The biggest issue with Happy Death Day is that for a horror movie the film just isn't scary. Sure, there are a lot of deaths in the movie as Tree is killed off time and again (as are a few of her friends at various points). The fact that none of the deaths actually stick, though, means that none of the kills have any horror behind them. Sure, the first couple of stalk-and-kill sequences in the film try to build up the suspense, but very quickly the film moves away from this, montaging many of Tree's deaths against a jaunty theme, playing it all for laughs.
It's also a very bloodless horror film, and that's because of the PG-13 rating. A horror movie can go a long with some good gore and effects, but because this film had to appeal to a wider audience it lacks many of the thrills that can sell a good slasher flick. That pesky PG-13 rating leaves the film aping the slasher genre without really belonging to it at all.
That said, if you can get past the fact that it's not really a horror movie, Happy Death Day can be enjoyable in its own way. Rothe is great at comedy and she makes an appealing lead dealing with the time loops and constant deaths she has to deal with, time and again. While I bemoan the montages that show her various deaths, there is a fun, comedic charm to them -- yes, they deflate the horror of the setup but if you view this film as a comedy and not a horror, she's able to sell that material really well. Rothe is able to sell the material in an appealing way, making the most of what little she's given.
Since the rules of the time loop are different here than in, say, Groundhog Day, there is also a certain pleasure to be had in exploring the setup. The day seems to reset every time Tree dies (I say "seems" because the sequel muddies this some), so that provides a definite reset point. How the events play out, and what changes happen as Tree goes about her day in various ways, sets the event dominoes on their course, and we can explore those events from various lenses before our heroine dies again. It's interesting to see from that perspective, although sadly the movie isn't able to push the conceit far enough, unlike Groundhog Day. It's fun, but ultimately shallow.
That's really the biggest issue with the film: it's too shallow to explore any of its lofty ideas to their fullest. It doesn't want to be gory, scare-filled slasher flick so it spends a lot of its run time on the comedy of the setup and the rules for Tree's predicament. But then, at the same time, it doesn't really think through how much Tree could get away with, or what all she can do, and try, and learn, as the day loops upon itself over and over again. In fact, by the tenth loop the internal damage to Tree's body has gotten so bad that she realizes she'll die if she has to loop the day too many more times. That sets a hard end-point for the film. Maybe it was supposed to up the stakes of the movie, but for such a casual, low-stakes horror flick, that twist simply doesn't play.

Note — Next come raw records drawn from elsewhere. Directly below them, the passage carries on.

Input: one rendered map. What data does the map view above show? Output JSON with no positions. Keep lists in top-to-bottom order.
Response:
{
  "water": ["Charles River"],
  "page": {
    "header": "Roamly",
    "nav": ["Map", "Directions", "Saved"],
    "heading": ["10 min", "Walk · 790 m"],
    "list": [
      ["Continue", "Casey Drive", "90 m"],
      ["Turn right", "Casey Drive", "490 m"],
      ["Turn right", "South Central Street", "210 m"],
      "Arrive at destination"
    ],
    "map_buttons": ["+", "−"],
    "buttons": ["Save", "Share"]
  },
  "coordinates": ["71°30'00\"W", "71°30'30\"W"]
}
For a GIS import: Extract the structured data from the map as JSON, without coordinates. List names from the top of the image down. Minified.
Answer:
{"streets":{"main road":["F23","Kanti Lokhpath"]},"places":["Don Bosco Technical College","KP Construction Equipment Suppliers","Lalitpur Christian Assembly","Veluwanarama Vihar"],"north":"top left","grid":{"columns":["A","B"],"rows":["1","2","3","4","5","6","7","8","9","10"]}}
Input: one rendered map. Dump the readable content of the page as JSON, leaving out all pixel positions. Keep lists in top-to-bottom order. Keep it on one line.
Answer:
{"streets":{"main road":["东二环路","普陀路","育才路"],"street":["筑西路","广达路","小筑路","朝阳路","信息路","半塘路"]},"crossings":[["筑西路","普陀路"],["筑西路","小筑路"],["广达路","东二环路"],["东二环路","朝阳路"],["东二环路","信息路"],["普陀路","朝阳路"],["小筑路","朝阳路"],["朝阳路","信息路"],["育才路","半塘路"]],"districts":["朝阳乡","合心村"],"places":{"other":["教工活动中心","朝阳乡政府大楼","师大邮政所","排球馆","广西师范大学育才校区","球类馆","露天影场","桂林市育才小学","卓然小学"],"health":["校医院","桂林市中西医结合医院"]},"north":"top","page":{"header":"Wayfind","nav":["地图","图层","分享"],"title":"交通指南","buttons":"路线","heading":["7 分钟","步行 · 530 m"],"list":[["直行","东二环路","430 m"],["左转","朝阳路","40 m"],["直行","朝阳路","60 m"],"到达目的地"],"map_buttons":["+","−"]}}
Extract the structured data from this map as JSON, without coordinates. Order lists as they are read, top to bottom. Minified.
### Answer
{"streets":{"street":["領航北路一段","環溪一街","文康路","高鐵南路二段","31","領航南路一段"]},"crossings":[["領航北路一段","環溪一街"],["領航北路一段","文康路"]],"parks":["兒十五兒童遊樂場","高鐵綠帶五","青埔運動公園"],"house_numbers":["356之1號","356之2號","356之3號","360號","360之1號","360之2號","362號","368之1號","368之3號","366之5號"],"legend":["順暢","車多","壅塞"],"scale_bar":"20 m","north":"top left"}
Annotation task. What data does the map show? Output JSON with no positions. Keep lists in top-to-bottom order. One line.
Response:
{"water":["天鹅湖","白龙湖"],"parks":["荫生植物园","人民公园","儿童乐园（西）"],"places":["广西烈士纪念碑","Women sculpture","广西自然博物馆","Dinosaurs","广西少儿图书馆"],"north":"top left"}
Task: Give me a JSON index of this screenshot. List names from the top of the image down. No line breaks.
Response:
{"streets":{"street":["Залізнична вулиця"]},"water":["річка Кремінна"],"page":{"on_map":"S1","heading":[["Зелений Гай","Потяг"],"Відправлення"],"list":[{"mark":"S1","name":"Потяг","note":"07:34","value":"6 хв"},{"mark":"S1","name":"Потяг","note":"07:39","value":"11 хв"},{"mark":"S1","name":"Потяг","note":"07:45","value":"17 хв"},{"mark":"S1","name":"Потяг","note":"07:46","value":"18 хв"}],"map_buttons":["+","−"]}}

It's hard to view Happy Death Day as anything other than a missed opportunity. In different hands the film could have been a balls-out horror fest, or a gore-filled splatter event. In a different light maybe it could have been a single-flick play on Day Break. Instead it's unable to commit to any of these modes of storytelling and simply stays in the middle of the road, mediocre but appealing to the masses. You'll probably have fun with this film once, but in the end it will leave you wanting.